WE ARE ONE
LASHA MORNINGSTAR

May 26, 2014
Missing. It's a word that strikes terror in the heart.
Certainly there are the minor gulps in the throat – missing car keys, missing wallet, a missing library book (and when you do find it, the dog has chewed the corner of it). Then there is the muttered prayer to St. Anthony, "Tony, Tony, listen, listen, hurry, hurry. Something is missing."
But the missing that stops the heart is when a person or pet disappears.
At the time of writing this, Nigerian parents are distraught because the daughters they sent to boarding school are missing. Boko Haram, a Nigerian Islamist militant group, has kidnapped 276 girls aged 15 to 18 and says it is going to sell them. All are still missing.
The latest information at the time of writing is Canada, the United States, Britain, Israel and France are offering to help. A video of some of the girls garbed in Muslim dress, sitting and reciting the Koran is shown with Abubakar Shekau, leader of the militants, saying the schoolgirls will be held until detained Boko Haram militants are freed.
Girls who escaped tell of teachers running away, telling their vulnerable young students to stay, locking the gate so they could not leave.
In another case, Madeleine McCann has been missing for seven years. She disappeared from her parents' Portuguese vacation apartment while her parents dined at a nearby bar. Sometime, in between the adults' half-hour checks, the four-year-old disappeared. Leads were not followed, and three years ago Scotland Yard re-opened the case.
Move to Canada and, emboldened perhaps by the headline-grabbing Idle No More movement and the Truth and Reconciliation Commission hearings, many are calling on the federal government to launch an inquiry into Canada's missing and murdered aboriginal women.

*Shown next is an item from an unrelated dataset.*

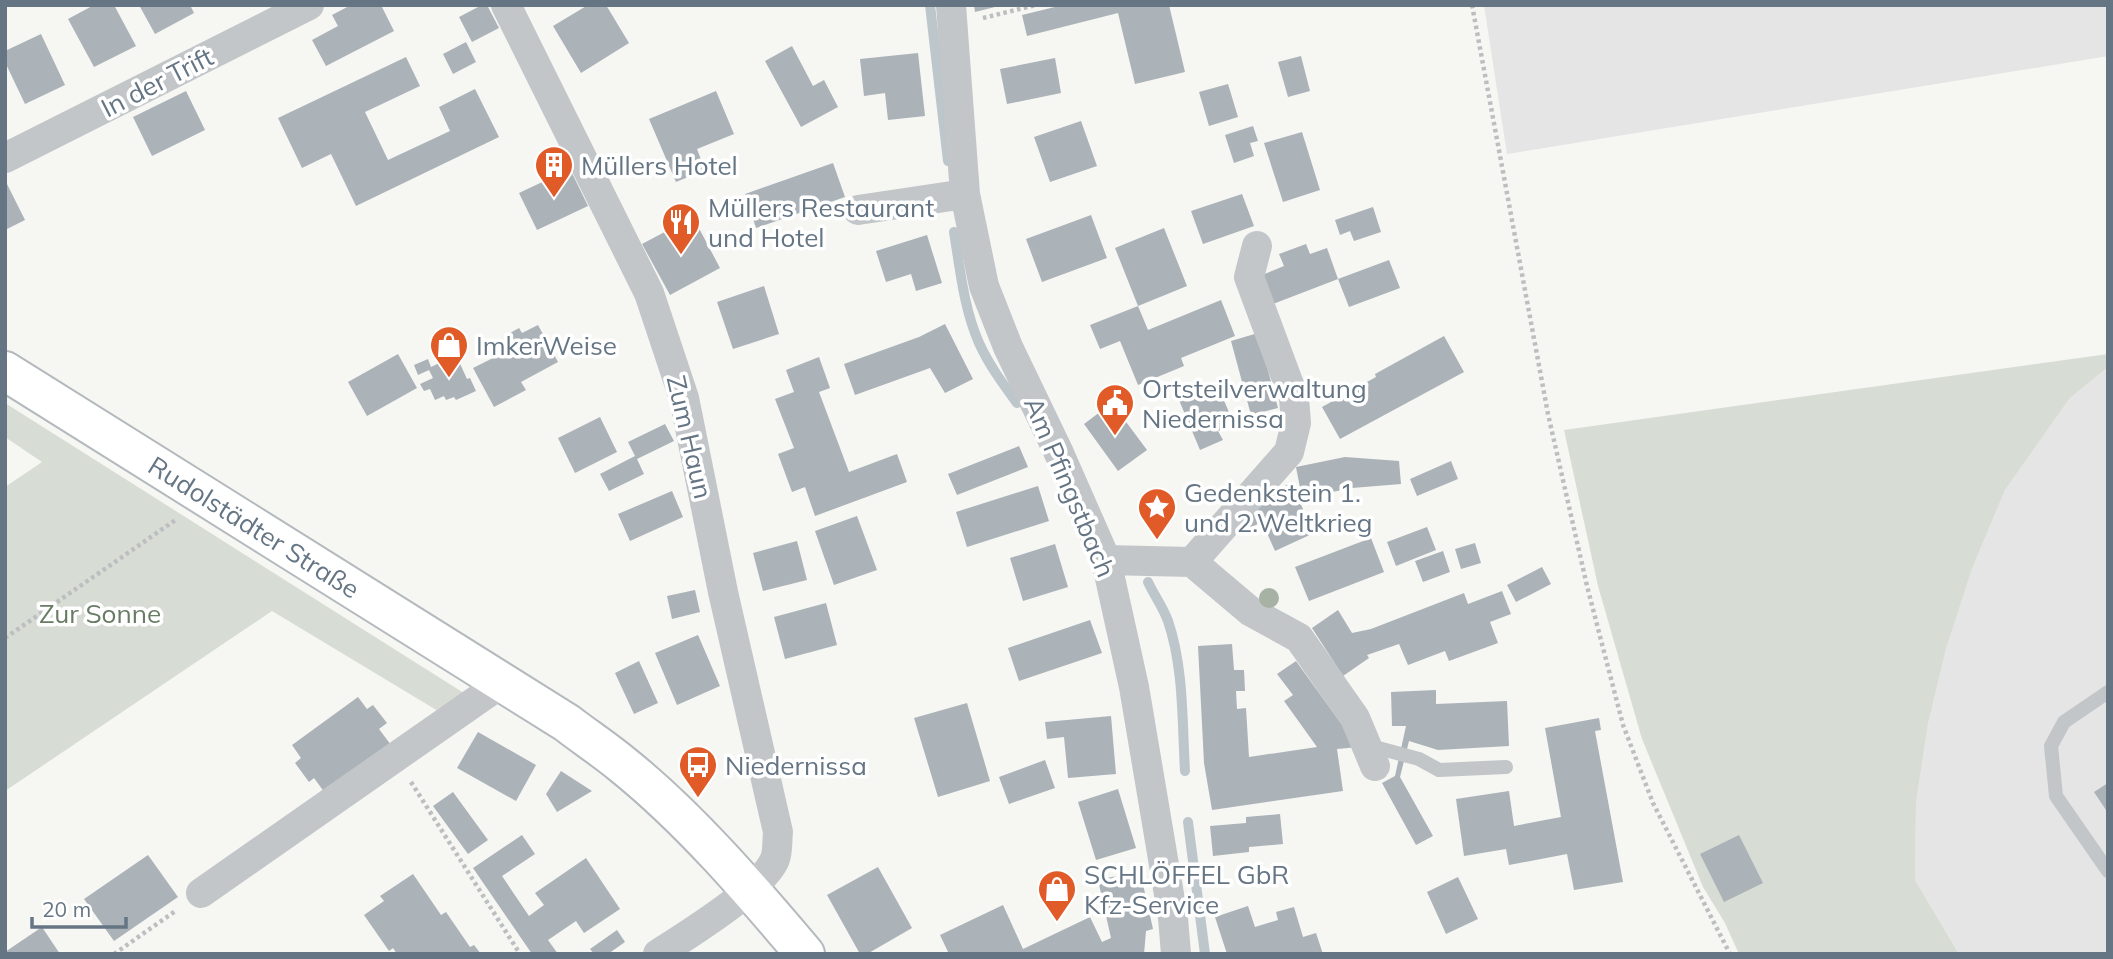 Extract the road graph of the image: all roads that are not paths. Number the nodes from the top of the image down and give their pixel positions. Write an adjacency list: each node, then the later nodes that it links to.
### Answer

To date, Public Safety Minister Steven Blaney balks at the request.
NATIONWIDE INQUIRY
Even James Anaya, the UN's special rapporteur on the rights of indigenous peoples, is calling for "a comprehensive, nationwide inquiry" into the issue of missing and murdered aboriginal women.
How many? RCMP files count 1,186 missing and murdered aboriginal woman.
Locally, the missing haunt us on the evening news. The McCann family's public appeal for information on the location of their missing parents still cuts to the quick.
The last image of them is of a surveillance video capture of Lyle McCann July 3, 2010 filling the gas tank of their motorhome on their way in British Columbia. Their burned-out motorhome was found two days later in a campground east of Edmonton.
MISSING SCIENTIST
A missing Alberta government scientist Anina Hundsdoerfer, 32, hadn't been heard from since March 22 when she went to work in downtown Edmonton. Her car was found in a remote area near Rocky Mountain House. Fellow workers and friends said it was totally out of character for her.
Sadly, RCMP found her body May 12, a few kilometres from her car. Foul play is not suspected, the RCMP say.
Edmonton Police Service says it receives 1,500 reports of missing people every year. Some run away. Some are kidnapped. Some commit suicide.
When they are wanted – such as the Nigerian girls – even nations reach out to help. Family and friends turn to the media for help. Others put up posters and drive through the streets looking for their lost one.
My brother is lost to me. It has been 20 years now since I have heard from him. I love him. But he fears other family members and stays hidden, even from his own children.
Whatever the loss, the ache never leaves.
100 LOST SHEEP
Remember the stories from the Bible of loss, especially this one.
"Which one of you having 100 sheep and losing one of them, does not leave the 99 in the wilderness and go after the one that is lost until he finds it? When he has found it, he lays it on his shoulders and rejoices" (Luke 15.3-4).
As each disappearance is unique, there is no one solution to loss.
But one answer seems to be love, an unconditional love so constant that that person, that family, that nation knows they matter, truly matter.
It is the same with the Church. As our beloved Pope Francis told an Indian journalist, "This Church with which we should be thinking is the home of all, not a small chapel that can hold only a small group of selected people."